Drucker nailed CSR 38 years ago

I'm increasingly educating myself more about organisational development than sustainability per se because I believe very strongly that implementation is much more important than theorising.

So one of my New Year's Resolutions this year is to read more of the late Peter Drucker as he is regarded as the management gurus' guru and there was a Drucker-sized gap on my bookshelf. So I bought 'The Essential Drucker' as a jumping off point as this is a Greatest Hits selection of chapters from his other books from 1942 to 1999.
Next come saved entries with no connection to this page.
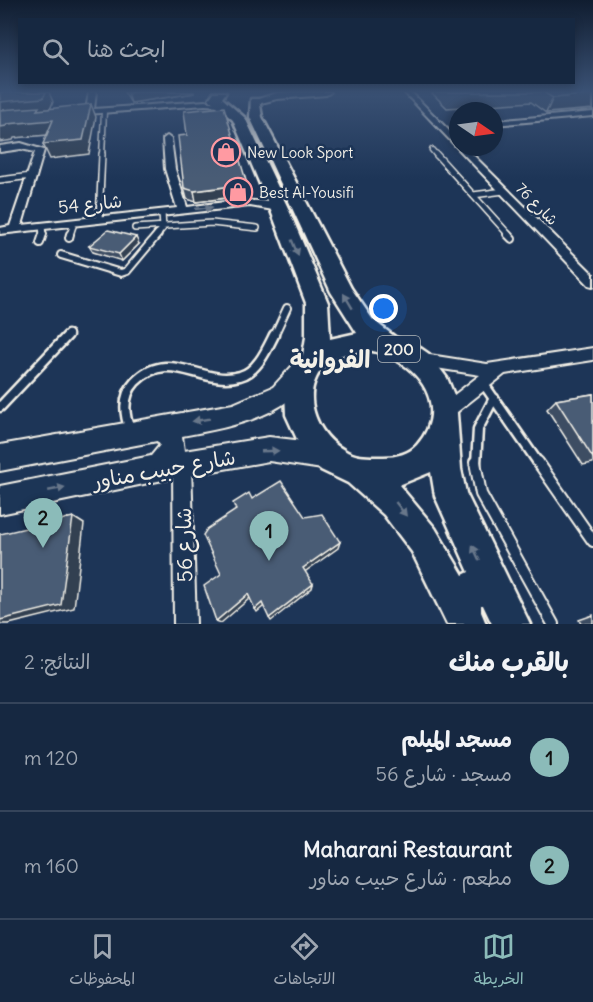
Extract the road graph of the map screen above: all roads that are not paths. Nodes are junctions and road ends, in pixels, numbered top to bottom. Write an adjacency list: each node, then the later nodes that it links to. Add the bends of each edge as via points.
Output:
1 (104, 121): 19 (lane)
2 (240, 121): 16 (main road)
3 (258, 121): 34 (main road, 200, one-way to 3, via 361,321 342,292)
4 (435, 121): 5 (street, شارع 76)
5 (442, 128): 6 (street); 7 (street, شارع 76)
6 (449, 128)
7 (449, 135)
8 (166, 139): 17 (street, via 170,169)
9 (0, 148): 12 (street, via 21,146 40,150)
10 (432, 150): 15 (lane)
11 (469, 156): 14 (street, شارع 76)
12 (31, 176): 13 (lane); 25 (street)
13 (0, 180)
14 (504, 191): 15 (lane); 31 (street, شارع 76)
15 (473, 195): 28 (lane)
16 (279, 208): 17 (street, شارع 54, one-way to 16, via 250,203); 37 (main road, one-way to 37, via 317,303 318,337)
17 (183, 210): 18 (street, شارع 54)
18 (162, 213): 19 (street, شارع 54); 23 (lane)
19 (99, 220): 20 (street, شارع 54)
20 (75, 223): 21 (street, شارع 54); 27 (lane)
21 (42, 226): 25 (street, شارع 54); 29 (lane)
22 (135, 228): 23 (lane)
23 (163, 228): 24 (lane, via 225,222); 30 (lane, via 132,268 121,273)
24 (257, 228)
25 (15, 229): 26 (street, شارع 54)
26 (0, 231)
27 (69, 238)
28 (512, 239)
29 (40, 243)
30 (61, 255)
31 (593, 282)
32 (287, 308): 43 (lane, via 257,366 243,376 214,376 175,366 153,369 139,378 129,388 124,413)
33 (69, 334): 41 (lane)
34 (388, 344): 36 (main road, 200); 37 (main road, 200, via 348,341 330,347)
35 (593, 354): 38 (street)
36 (417, 359): 38 (street, via 467,368); 42 (main road, 200, via 437,382)
37 (310, 362): 43 (street, one-way to 43, via 281,394 235,414); 45 (main road, via 298,388 298,412 315,444)
38 (501, 368): 39 (street)
39 (483, 383): 40 (lane); 42 (street)
40 (494, 398): 48 (lane); 53 (lane, via 478,429 475,460 481,494)
41 (0, 407)
42 (445, 417): 45 (main road, via 439,443 425,459 406,470 382,474); 49 (main road, 200, one-way to 42, via 451,496)
43 (143, 430): 44 (street); 46 (street, via 165,431 171,438)
44 (0, 458)
45 (343, 464): 46 (street, شارع حبيب مناور, one-way to 45, via 269,449); 50 (main road, one-way to 50, via 380,487 408,518 436,558)
46 (170, 467): 47 (street, شارع حبيب مناور, one-way to 46); 51 (street, شارع 56)
47 (0, 500)
48 (593, 541)
49 (492, 588): 50 (main road, via 479,586 467,591 463,599); 52 (main road, 200)
50 (464, 619)
51 (185, 624)
52 (511, 624)
53 (553, 624)

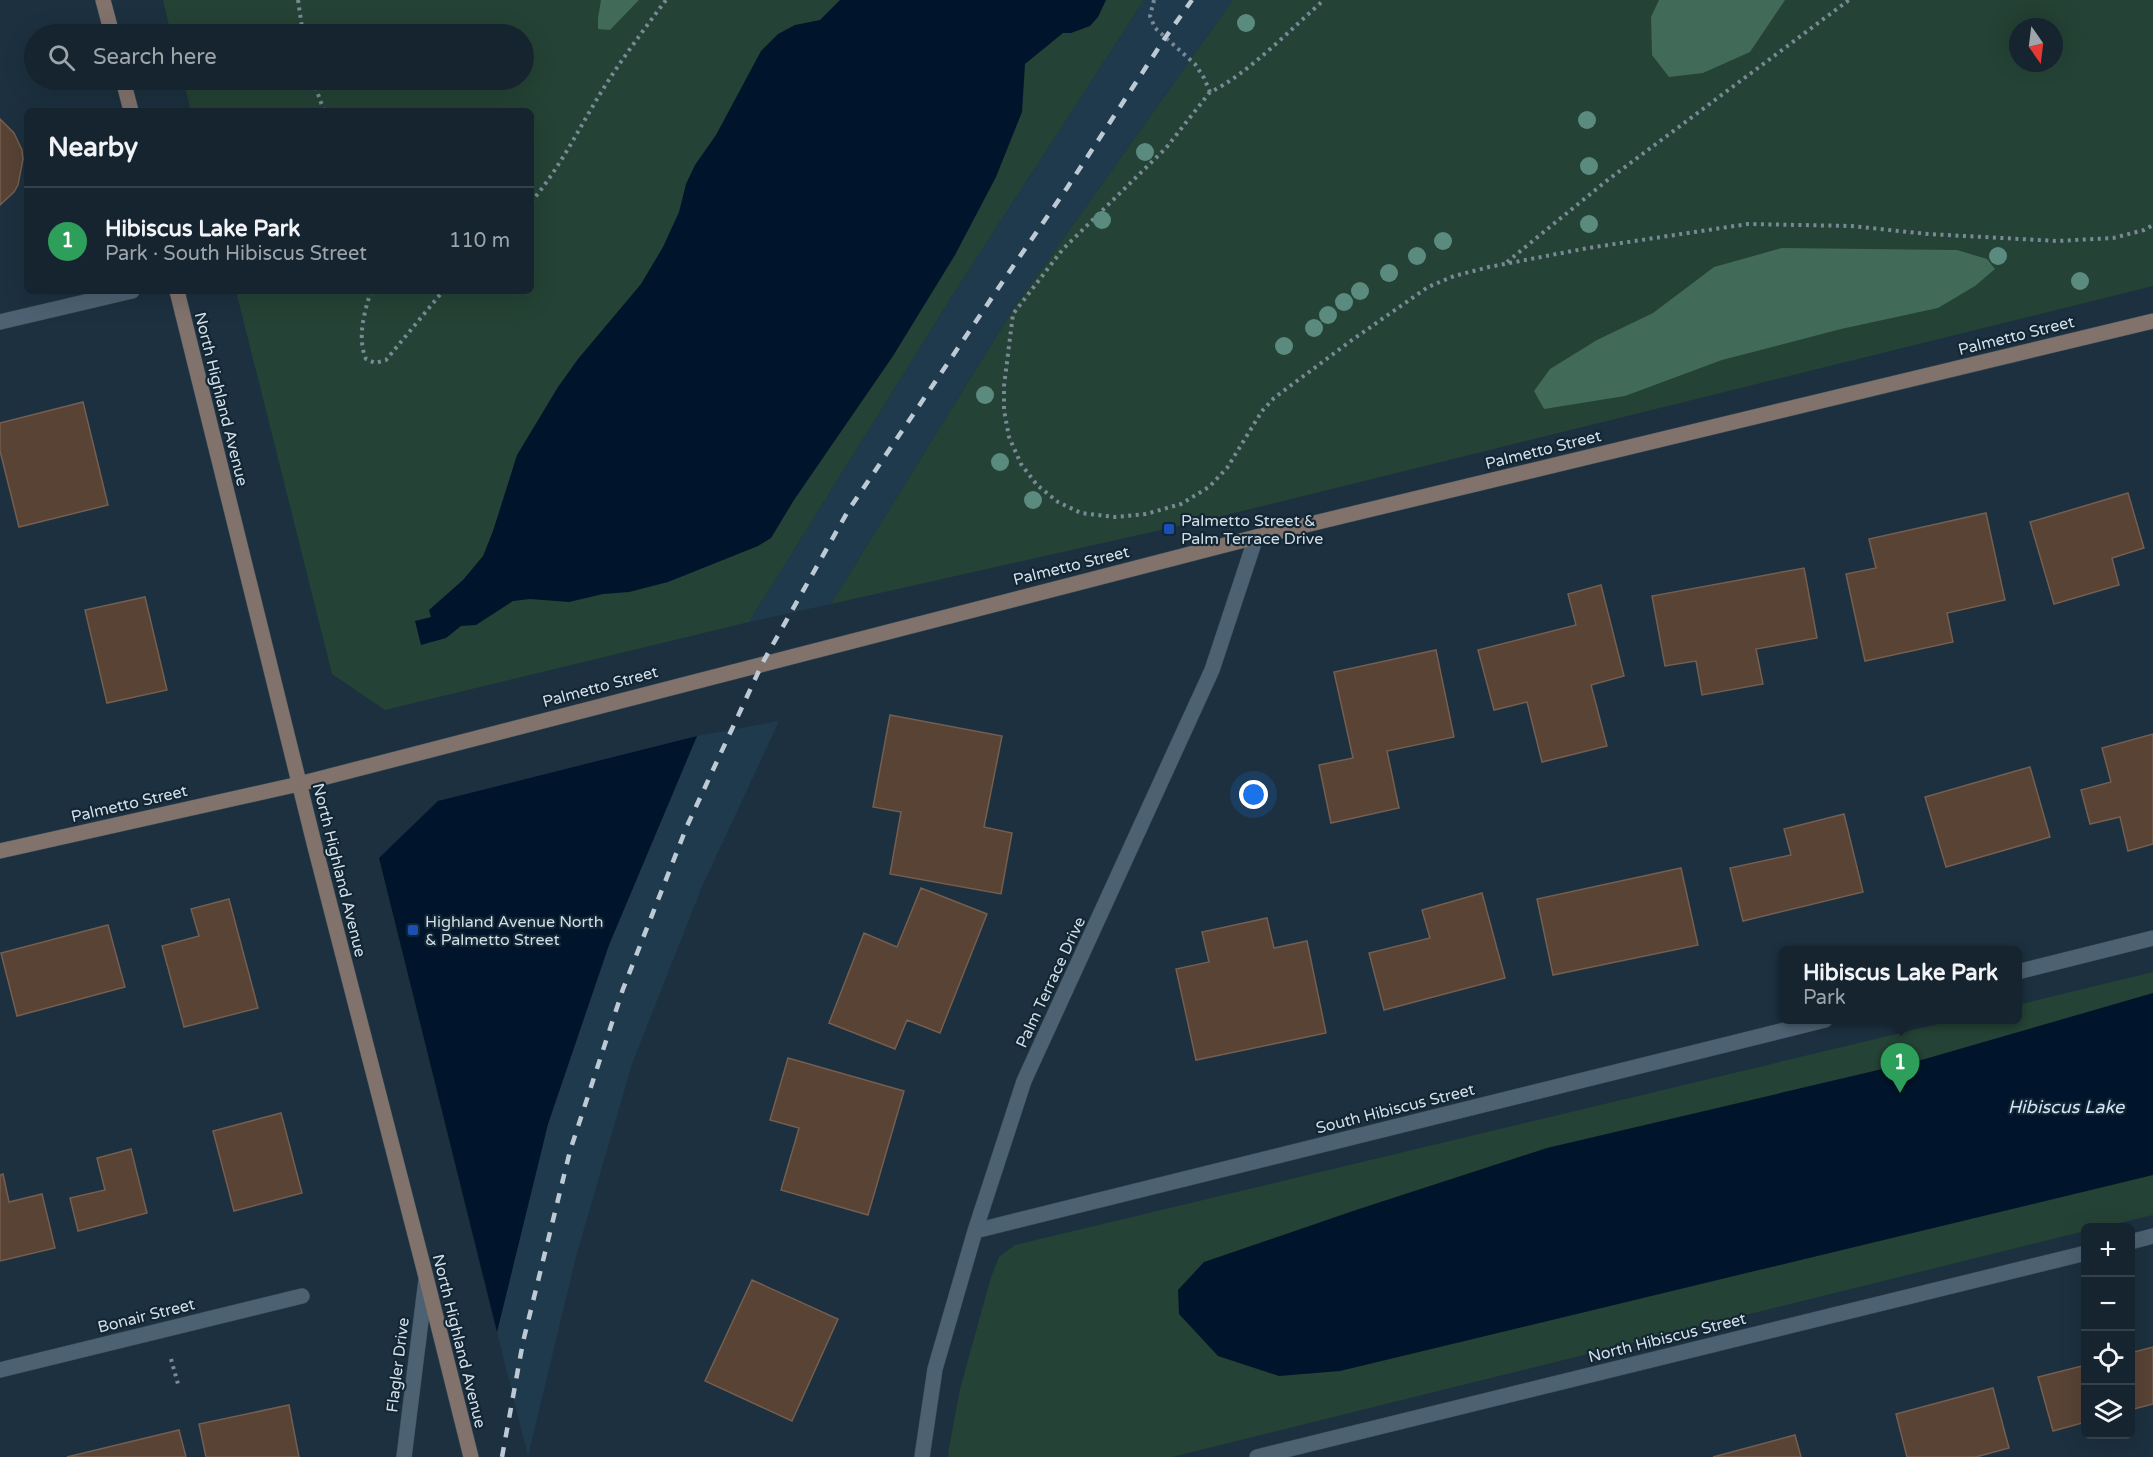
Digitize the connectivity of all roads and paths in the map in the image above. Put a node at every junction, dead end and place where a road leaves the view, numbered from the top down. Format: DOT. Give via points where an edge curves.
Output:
graph roads {
  1 [pos="103,0"];
  2 [pos="298,0"];
  3 [pos="666,0"];
  4 [pos="1154,0"];
  5 [pos="1324,0"];
  6 [pos="1849,0"];
  7 [pos="109,24"];
  8 [pos="302,24"];
  9 [pos="126,90"];
  10 [pos="317,90"];
  11 [pos="1210,92"];
  12 [pos="130,108"];
  13 [pos="323,108"];
  14 [pos="534,198"];
  15 [pos="2153,227"];
  16 [pos="1506,262"];
  17 [pos="119,294"];
  18 [pos="178,294"];
  19 [pos="370,294"];
  20 [pos="441,294"];
  21 [pos="2153,321"];
  22 [pos="0,322"];
  23 [pos="1256,537"];
  24 [pos="299,784"];
  25 [pos="0,851"];
  26 [pos="2153,938"];
  27 [pos="2022,971"];
  28 [pos="1809,1024"];
  29 [pos="975,1231"];
  30 [pos="2153,1236"];
  31 [pos="2135,1241"];
  32 [pos="2081,1254"];
  33 [pos="426,1276"];
  34 [pos="302,1296"];
  35 [pos="0,1370"];
  36 [pos="404,1457"];
  37 [pos="471,1457"];
  38 [pos="922,1457"];
  39 [pos="1257,1457"];
  1 -- 7 [label="street"];
  2 -- 8 [label="path"];
  3 -- 14 [label="path"];
  4 -- 11 [label="path" via="1150,16 1155,28 1195,64"];
  5 -- 11 [label="path" via="1262,55"];
  6 -- 16 [label="path" via="1605,182"];
  9 -- 12 [label="street"];
  10 -- 13 [label="path"];
  11 -- 16 [label="path" via="1166,148 1063,249 1013,314 1004,386 1009,437 1020,464 1058,502 1082,513 1115,517 1146,514 1181,504 1209,487 1227,468 1274,398 1428,287"];
  15 -- 16 [label="path" via="2113,238 2056,241 1851,226 1748,224"];
  17 -- 22 [label="street"];
  18 -- 24 [label="street, North Highland Avenue"];
  19 -- 20 [label="path" via="361,348 366,359 375,363 386,360"];
  21 -- 23 [label="street, Palmetto Street"];
  23 -- 24 [label="street, Palmetto Street"];
  23 -- 29 [label="street, Palm Terrace Drive" via="1212,670 1024,1081"];
  24 -- 25 [label="street, Palmetto Street"];
  24 -- 33 [label="street, North Highland Avenue"];
  26 -- 27 [label="street"];
  28 -- 29 [label="street, South Hibiscus Street"];
  29 -- 38 [label="street, Palm Terrace Drive" via="935,1369"];
  30 -- 31 [label="street"];
  32 -- 39 [label="street, North Hibiscus Street"];
  33 -- 36 [label="street, Flagler Drive"];
  33 -- 37 [label="street, North Highland Avenue"];
  34 -- 35 [label="street, Bonair Street"];
}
You would have thought that a 1974 chapter on Purpose and Objectives of a Business would have little relevance to a sustainability change agent in 2013, but Drucker puts social responsibility on a par with marketing, innovation and resources:

Lessons we have learned from the rise of consumerism, or from the attacks on industry for the destruction of the environment, are expensive ways for us to realize that business needs to think through its impacts and its responsibilities for both.

He goes on:

That [social responsibility] objectives need to be built into the strategy of a business, rather than merely be statements of good intentions, needs to stressed here. These are objectives that are needed not because the manager has a responsibility to society. They are needed because the manager has a responsibility to the enterprise.

[my emphasis]

This 38 year old statement, given Drucker's influence, begs the question why on earth are mainstream companies only now starting to embed social and environmental objectives into their core business strategy? When I wrote The Green Executive, I thought this was cutting edge thinking, but it appears that it's almost 40 years old!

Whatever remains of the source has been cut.